CROW: Yeah, they've all had at least ONE limited series!
> Phantom grinned. "Maybe the rest of the world fears and hates
> us, but I enjoy being different. It must be horribly boring to be
> normal."
SERVO: It must be horribly boring to have to BE in this crossover.
> "I imagine so," the Professor chuckled. "Anyway, we cannot
> afford to dismiss anything that seems impossible, for we know that
> nothing is truly impossible."
CROW: How many times is he going to clarify something for us?

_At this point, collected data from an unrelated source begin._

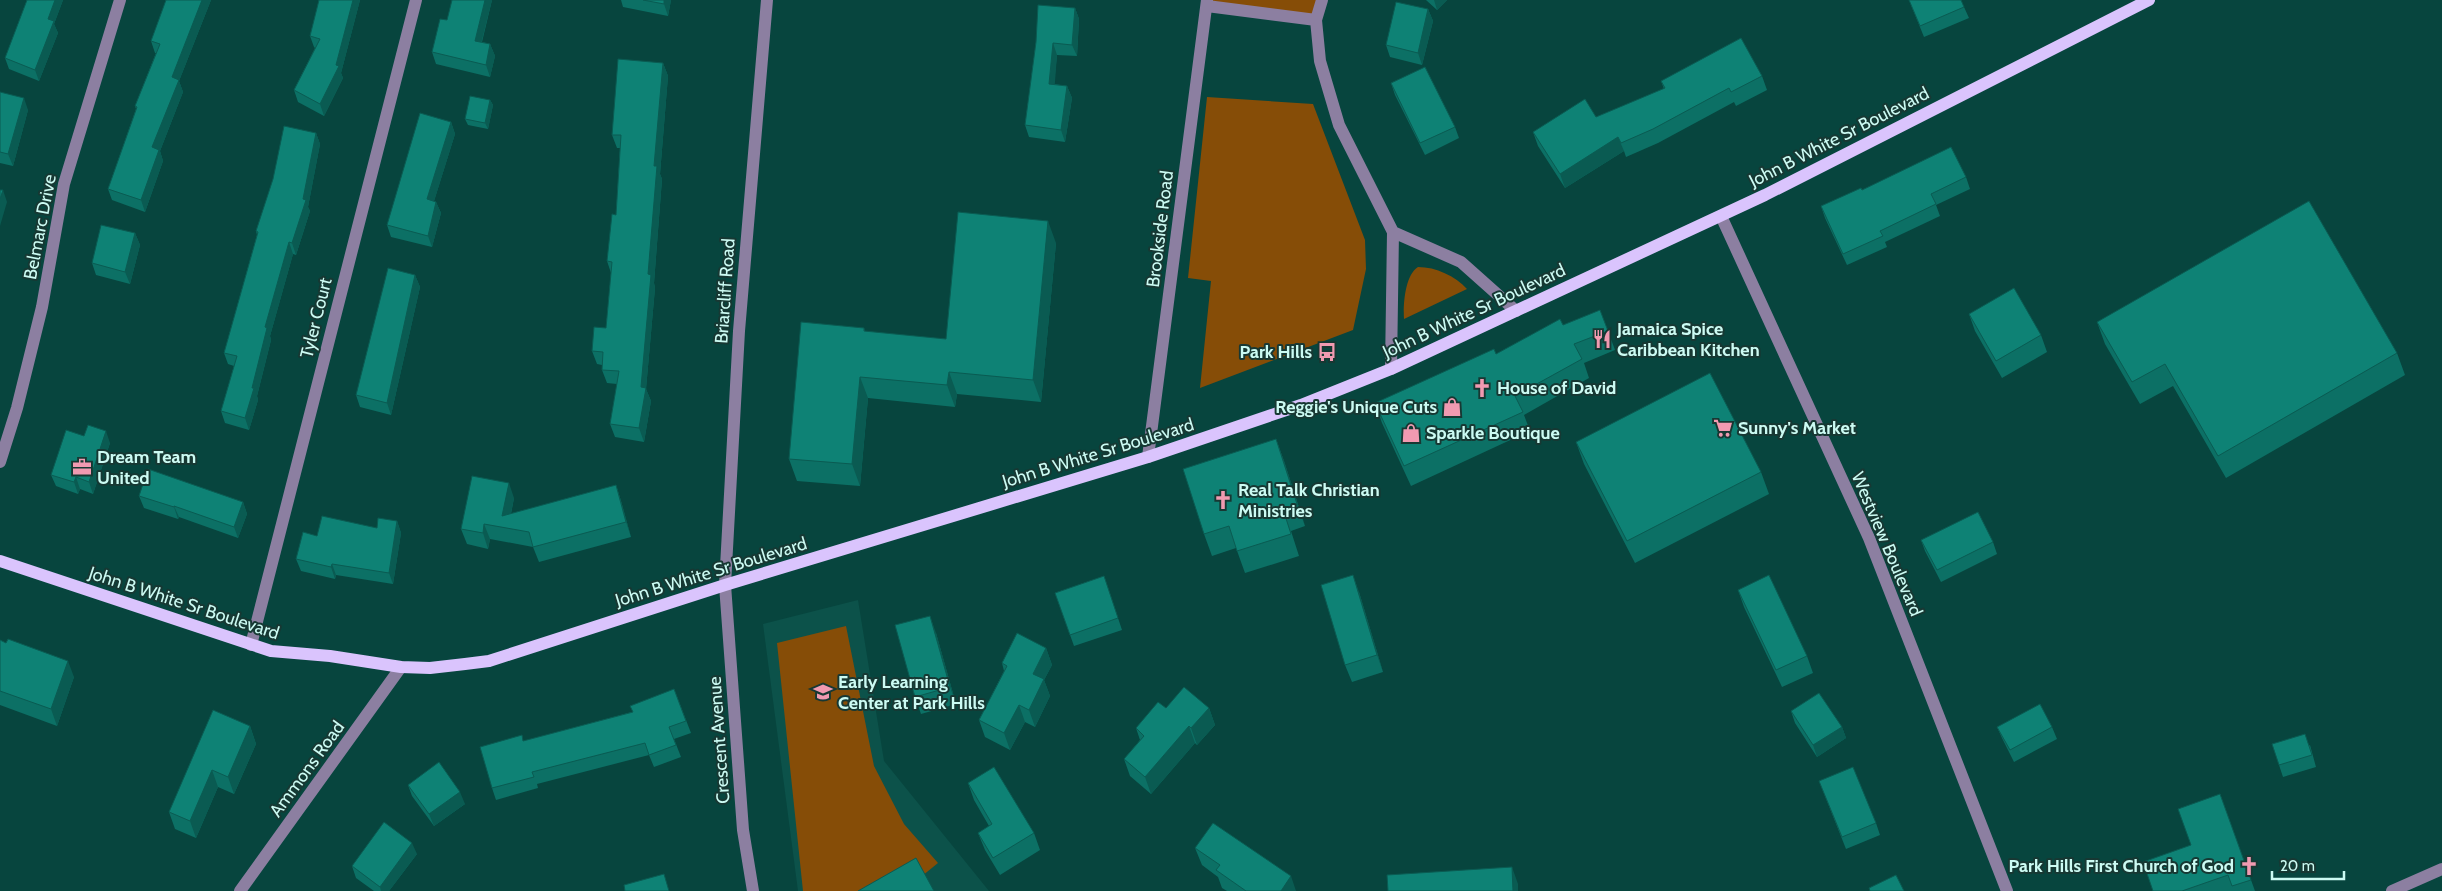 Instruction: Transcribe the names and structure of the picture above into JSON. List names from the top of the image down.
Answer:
{
  "streets": {
    "main road": ["John B White Sr Boulevard"],
    "street": [
      "Belmarc Drive",
      "Brookside Road",
      "Briarcliff Road",
      "Tyler Court",
      "Westview Boulevard",
      "Crescent Avenue",
      "Ammons Road"
    ]
  },
  "crossings": [
    ["John B White Sr Boulevard", "Brookside Road"],
    ["John B White Sr Boulevard", "Briarcliff Road"],
    ["John B White Sr Boulevard", "Tyler Court"],
    ["John B White Sr Boulevard", "Westview Boulevard"],
    ["John B White Sr Boulevard", "Crescent Avenue"],
    ["John B White Sr Boulevard", "Ammons Road"],
    ["Briarcliff Road", "Crescent Avenue"]
  ],
  "places": {
    "restaurant": ["Jamaica Spice Caribbean Kitchen"],
    "bus stop": ["Park Hills"],
    "church": ["House of David", "Real Talk Christian Ministries", "Park Hills First Church of God"],
    "shop": ["Reggie's Unique Cuts", "Sparkle Boutique"],
    "supermarket": ["Sunny's Market"],
    "office": ["Dream Team United"],
    "school or university": ["Early Learning Center at Park Hills"]
  },
  "scale_bar": "20 m"
} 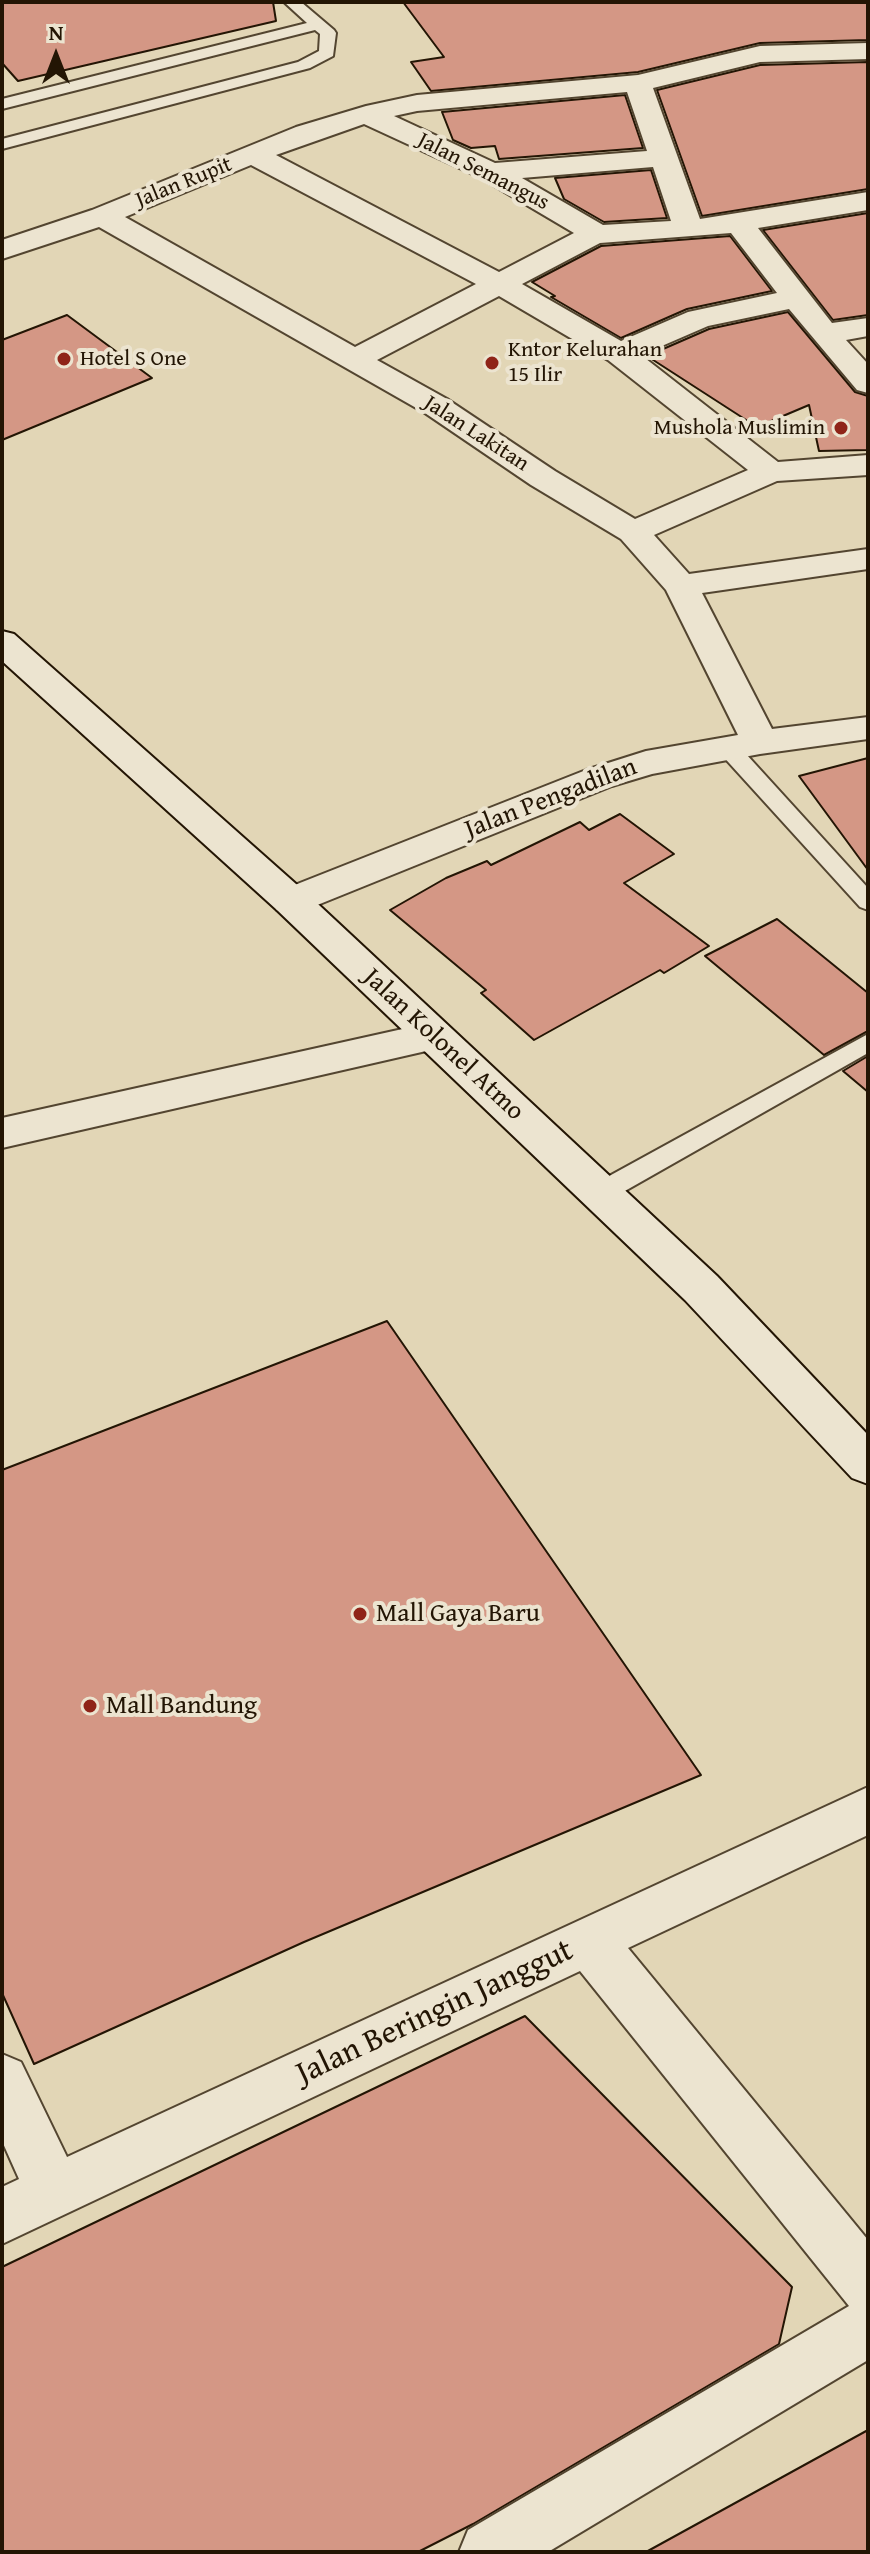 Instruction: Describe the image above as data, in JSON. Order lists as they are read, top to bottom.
{
  "streets": {
    "street": [
      "Jalan Semangus",
      "Jalan Rupit",
      "Jalan Lakitan",
      "Jalan Pengadilan",
      "Jalan Kolonel Atmo",
      "Jalan Beringin Janggut"
    ]
  },
  "crossings": [
    ["Jalan Semangus", "Jalan Rupit"],
    ["Jalan Rupit", "Jalan Lakitan"],
    ["Jalan Lakitan", "Jalan Pengadilan"],
    ["Jalan Pengadilan", "Jalan Kolonel Atmo"]
  ],
  "places": [
    "Hotel S One",
    "Kntor Kelurahan 15 Ilir",
    "Mushola Muslimin",
    "Mall Gaya Baru",
    "Mall Bandung"
  ],
  "north": "top"
} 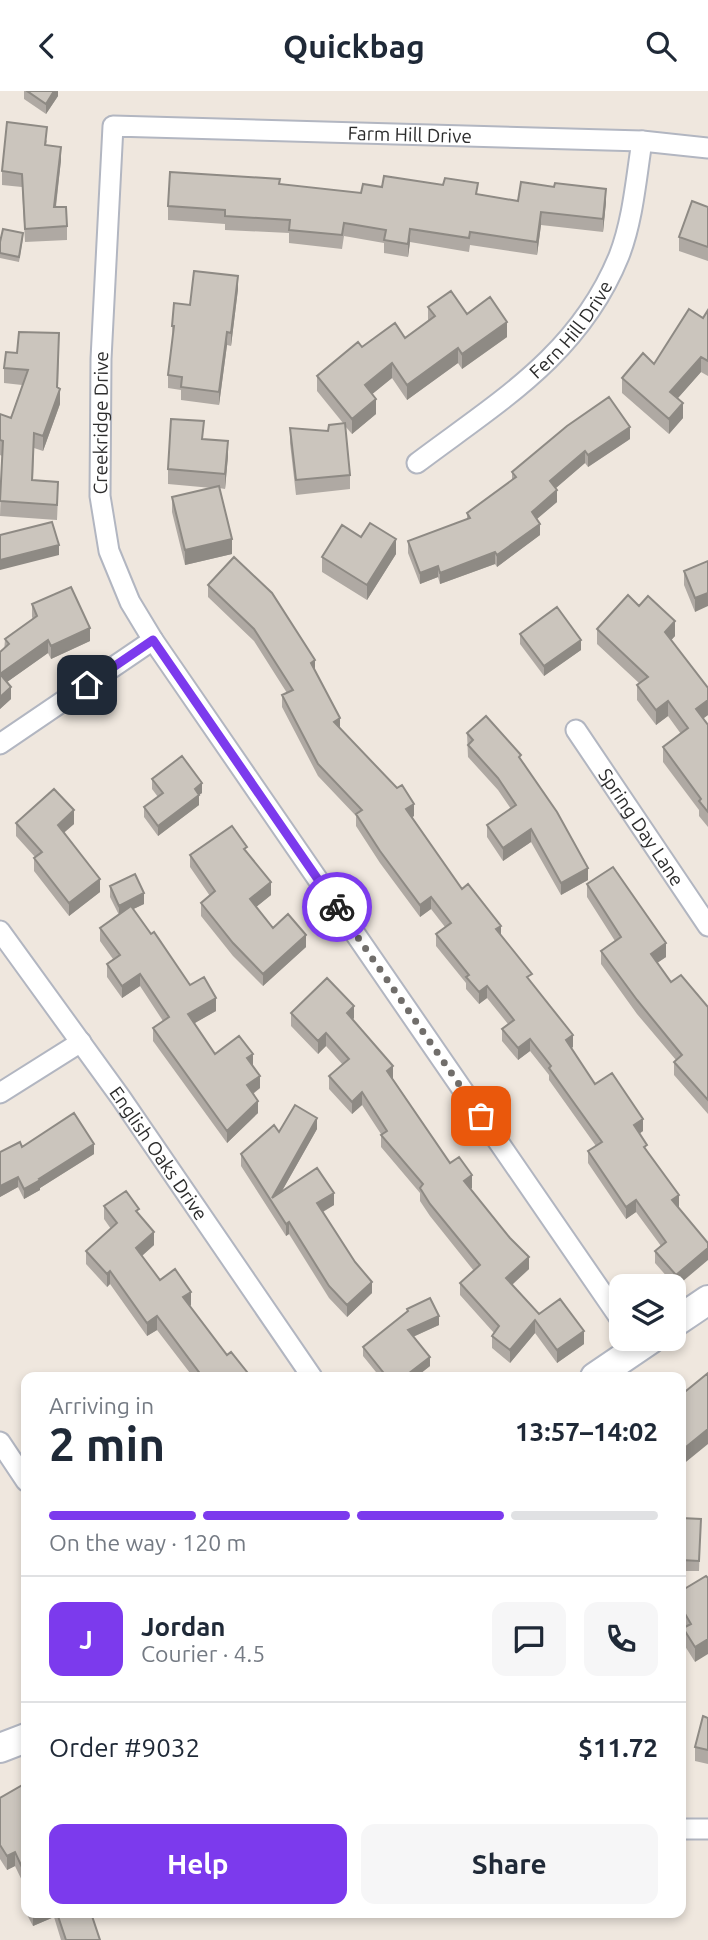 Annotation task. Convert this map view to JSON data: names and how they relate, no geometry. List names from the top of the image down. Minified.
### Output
{"streets":{"street":["Farm Hill Drive","Fern Hill Drive","Creekridge Drive","Spring Day Lane","English Oaks Drive"]},"crossings":[["Farm Hill Drive","Fern Hill Drive"],["Farm Hill Drive","Creekridge Drive"]],"page":{"header":"Quickbag","heading":["2 min","Arriving in","13:57–14:02"],"panel":["Jordan","Courier · 4.5","Order #9032","$11.72"],"bar":"On the way · 120 m","round":"J","buttons":["Help","Share"]}} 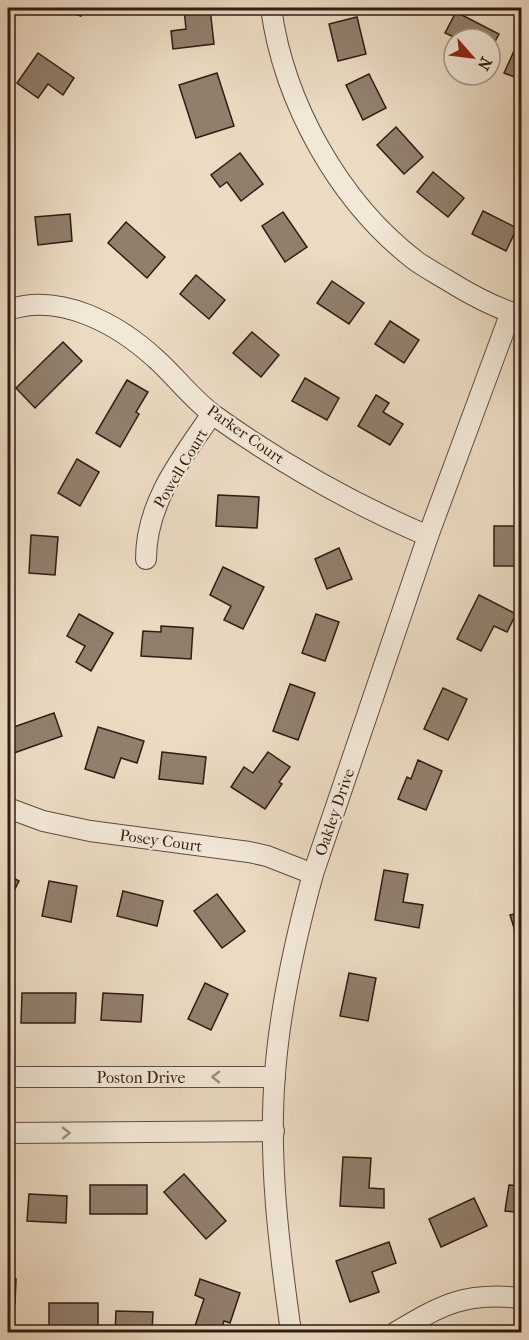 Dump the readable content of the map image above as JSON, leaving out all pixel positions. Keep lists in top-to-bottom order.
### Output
{
  "streets": {
    "street": [
      "Parker Court",
      "Powell Court",
      "Oakley Drive",
      "Posey Court",
      "Poston Drive"
    ]
  },
  "crossings": [
    ["Parker Court", "Powell Court"],
    ["Parker Court", "Oakley Drive"],
    ["Oakley Drive", "Posey Court"],
    ["Oakley Drive", "Poston Drive"]
  ],
  "north": "bottom right"
}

> "I can use Cerebro to find out more about these robots,"
> Phantom suggested.
> Professor Xavier nodded at her. "Thank you, Phantom. We need
> to find out whatever we can. Jean can lend a hand if you need it."
> * * * * *
SERVO: And then, stars were born!
CROW: Does, that, mean, like, this was BEFORE they were stars?
MIKE: Bad joke, Crow.
> "I'm worried, Prowl," stated the Autobot leader. "The
> Decepticons' attacks have gotten more aggressive in their quest for
> energy."
MIKE: They ARE villains, after all..
> "Don't worry about it, Prime. I'm already thinking of
> strategical moves to make against the Decepticons."
> "But that's not my main concern, Prowl.
MIKE: Really? Are you not worrying about it?
SERVO: I AM GETTING TIRED OF PEOPLE EXPLAINING THINGS TWICE!
CROW: You're getting tired?
> As leader of the Autobots, it is my duty to protect the beings of this planet. In a
> way, it is my fault that the Decepticons are on Earth." Optimus
> Prime looked distressed. "If I hadn't ordered the Autobots to take
> the Ark, our largest spaceship, and search for energy, we never
> would have crashed on this planet."
CROW: Exposition sighted at 12 o' clock!
> Prowl spoke patiently, attempting to reassure his leader.
> "You know that it's not your fault, Optimus. We were desperately
> low on energy, and the Decepticons were planning to use their
> energy to take control of the entire universe! We had to search
> for energy to put a halt to their conquest of Cybertron. Also, we
> never would have had to crash-land on this planet in the first
> place if the Decepticons hadn't attacked us in space."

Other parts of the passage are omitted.